Work to be completed:
The lines you return must be all those in the data that hold the string "edges".

Exercise data:
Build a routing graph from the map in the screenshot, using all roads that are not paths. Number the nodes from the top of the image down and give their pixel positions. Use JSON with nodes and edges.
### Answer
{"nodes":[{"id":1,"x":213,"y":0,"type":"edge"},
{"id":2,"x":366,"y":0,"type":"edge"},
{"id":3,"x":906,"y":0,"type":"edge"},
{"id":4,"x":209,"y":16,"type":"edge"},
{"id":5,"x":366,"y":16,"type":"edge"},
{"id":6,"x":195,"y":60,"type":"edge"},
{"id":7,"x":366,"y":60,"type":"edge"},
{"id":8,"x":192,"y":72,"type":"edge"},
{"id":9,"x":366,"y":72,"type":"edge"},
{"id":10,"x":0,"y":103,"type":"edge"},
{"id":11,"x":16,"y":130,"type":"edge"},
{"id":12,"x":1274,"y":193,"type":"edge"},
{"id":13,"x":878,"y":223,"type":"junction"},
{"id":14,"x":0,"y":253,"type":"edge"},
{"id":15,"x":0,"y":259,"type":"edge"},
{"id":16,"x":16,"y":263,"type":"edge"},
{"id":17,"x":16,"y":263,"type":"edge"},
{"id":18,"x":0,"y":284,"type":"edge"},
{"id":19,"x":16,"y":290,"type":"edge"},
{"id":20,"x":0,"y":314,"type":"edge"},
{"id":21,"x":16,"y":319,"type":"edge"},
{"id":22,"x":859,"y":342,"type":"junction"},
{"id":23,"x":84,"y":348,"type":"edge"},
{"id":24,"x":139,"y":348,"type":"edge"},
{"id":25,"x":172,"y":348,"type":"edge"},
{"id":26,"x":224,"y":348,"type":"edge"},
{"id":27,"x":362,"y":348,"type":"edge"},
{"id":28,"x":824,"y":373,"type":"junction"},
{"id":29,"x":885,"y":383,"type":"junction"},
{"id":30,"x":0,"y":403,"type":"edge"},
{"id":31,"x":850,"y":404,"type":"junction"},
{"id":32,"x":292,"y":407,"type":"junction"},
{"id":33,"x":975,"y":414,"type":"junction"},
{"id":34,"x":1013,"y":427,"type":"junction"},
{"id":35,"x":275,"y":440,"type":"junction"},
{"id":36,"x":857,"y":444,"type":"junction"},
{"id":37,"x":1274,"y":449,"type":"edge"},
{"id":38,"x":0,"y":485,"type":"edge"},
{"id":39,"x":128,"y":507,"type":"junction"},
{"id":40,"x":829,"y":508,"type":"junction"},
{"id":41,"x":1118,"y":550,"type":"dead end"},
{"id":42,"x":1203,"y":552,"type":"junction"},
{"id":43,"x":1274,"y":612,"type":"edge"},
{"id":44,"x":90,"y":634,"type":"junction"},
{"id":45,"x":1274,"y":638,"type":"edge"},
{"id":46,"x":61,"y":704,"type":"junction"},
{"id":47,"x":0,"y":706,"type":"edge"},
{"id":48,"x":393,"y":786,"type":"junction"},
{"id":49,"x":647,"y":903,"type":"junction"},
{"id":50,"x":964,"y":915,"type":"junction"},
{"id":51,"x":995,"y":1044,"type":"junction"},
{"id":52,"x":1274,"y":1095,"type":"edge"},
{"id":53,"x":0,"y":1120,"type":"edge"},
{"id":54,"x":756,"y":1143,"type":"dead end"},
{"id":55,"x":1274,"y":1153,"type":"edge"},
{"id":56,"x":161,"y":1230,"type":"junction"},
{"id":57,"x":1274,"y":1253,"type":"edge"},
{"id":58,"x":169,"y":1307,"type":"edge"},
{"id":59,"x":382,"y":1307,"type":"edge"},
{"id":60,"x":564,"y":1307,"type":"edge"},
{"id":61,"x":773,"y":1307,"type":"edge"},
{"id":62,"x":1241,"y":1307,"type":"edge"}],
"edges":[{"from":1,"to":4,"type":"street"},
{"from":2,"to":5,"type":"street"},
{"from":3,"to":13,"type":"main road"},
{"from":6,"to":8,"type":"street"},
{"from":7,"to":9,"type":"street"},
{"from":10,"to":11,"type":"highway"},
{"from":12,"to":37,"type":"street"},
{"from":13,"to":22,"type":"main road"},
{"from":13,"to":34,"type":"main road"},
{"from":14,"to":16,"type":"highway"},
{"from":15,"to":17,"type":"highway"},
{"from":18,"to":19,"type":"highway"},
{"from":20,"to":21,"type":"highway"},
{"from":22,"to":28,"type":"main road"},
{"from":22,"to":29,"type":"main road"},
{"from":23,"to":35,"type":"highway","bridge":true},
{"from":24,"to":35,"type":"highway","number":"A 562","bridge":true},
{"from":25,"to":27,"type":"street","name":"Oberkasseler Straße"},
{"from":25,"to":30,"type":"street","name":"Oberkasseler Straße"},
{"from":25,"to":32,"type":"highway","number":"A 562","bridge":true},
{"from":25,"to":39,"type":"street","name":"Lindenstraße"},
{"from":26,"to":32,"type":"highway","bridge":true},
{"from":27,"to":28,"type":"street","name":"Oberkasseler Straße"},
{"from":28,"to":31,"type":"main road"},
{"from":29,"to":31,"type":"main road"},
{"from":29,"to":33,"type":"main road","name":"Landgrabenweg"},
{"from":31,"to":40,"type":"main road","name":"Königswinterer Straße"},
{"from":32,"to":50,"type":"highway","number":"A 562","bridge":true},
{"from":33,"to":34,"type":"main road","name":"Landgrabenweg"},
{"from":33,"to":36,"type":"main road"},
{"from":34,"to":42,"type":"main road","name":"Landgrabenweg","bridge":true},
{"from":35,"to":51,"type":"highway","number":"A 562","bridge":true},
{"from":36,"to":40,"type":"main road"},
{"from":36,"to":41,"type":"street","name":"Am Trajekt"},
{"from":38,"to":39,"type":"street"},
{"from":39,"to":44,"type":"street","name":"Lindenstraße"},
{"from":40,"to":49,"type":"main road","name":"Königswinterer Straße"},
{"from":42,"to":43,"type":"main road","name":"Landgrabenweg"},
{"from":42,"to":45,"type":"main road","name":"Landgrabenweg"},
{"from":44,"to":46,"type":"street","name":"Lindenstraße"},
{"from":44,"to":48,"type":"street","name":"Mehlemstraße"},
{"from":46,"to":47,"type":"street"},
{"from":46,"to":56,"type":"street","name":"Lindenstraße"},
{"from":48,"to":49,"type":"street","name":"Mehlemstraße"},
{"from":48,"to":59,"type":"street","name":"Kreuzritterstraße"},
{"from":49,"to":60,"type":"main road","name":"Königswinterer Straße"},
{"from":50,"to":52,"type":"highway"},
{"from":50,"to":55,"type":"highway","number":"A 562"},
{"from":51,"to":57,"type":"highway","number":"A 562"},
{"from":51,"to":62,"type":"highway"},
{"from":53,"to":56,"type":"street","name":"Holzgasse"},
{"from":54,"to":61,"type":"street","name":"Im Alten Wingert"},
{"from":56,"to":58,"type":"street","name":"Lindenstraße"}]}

Answer to the problem:
Build a routing graph from the map in the screenshot, using all roads that are not paths. Number the nodes from the top of the image down and give their pixel positions. Use JSON with nodes and edges.
"edges":[{"from":1,"to":4,"type":"street"},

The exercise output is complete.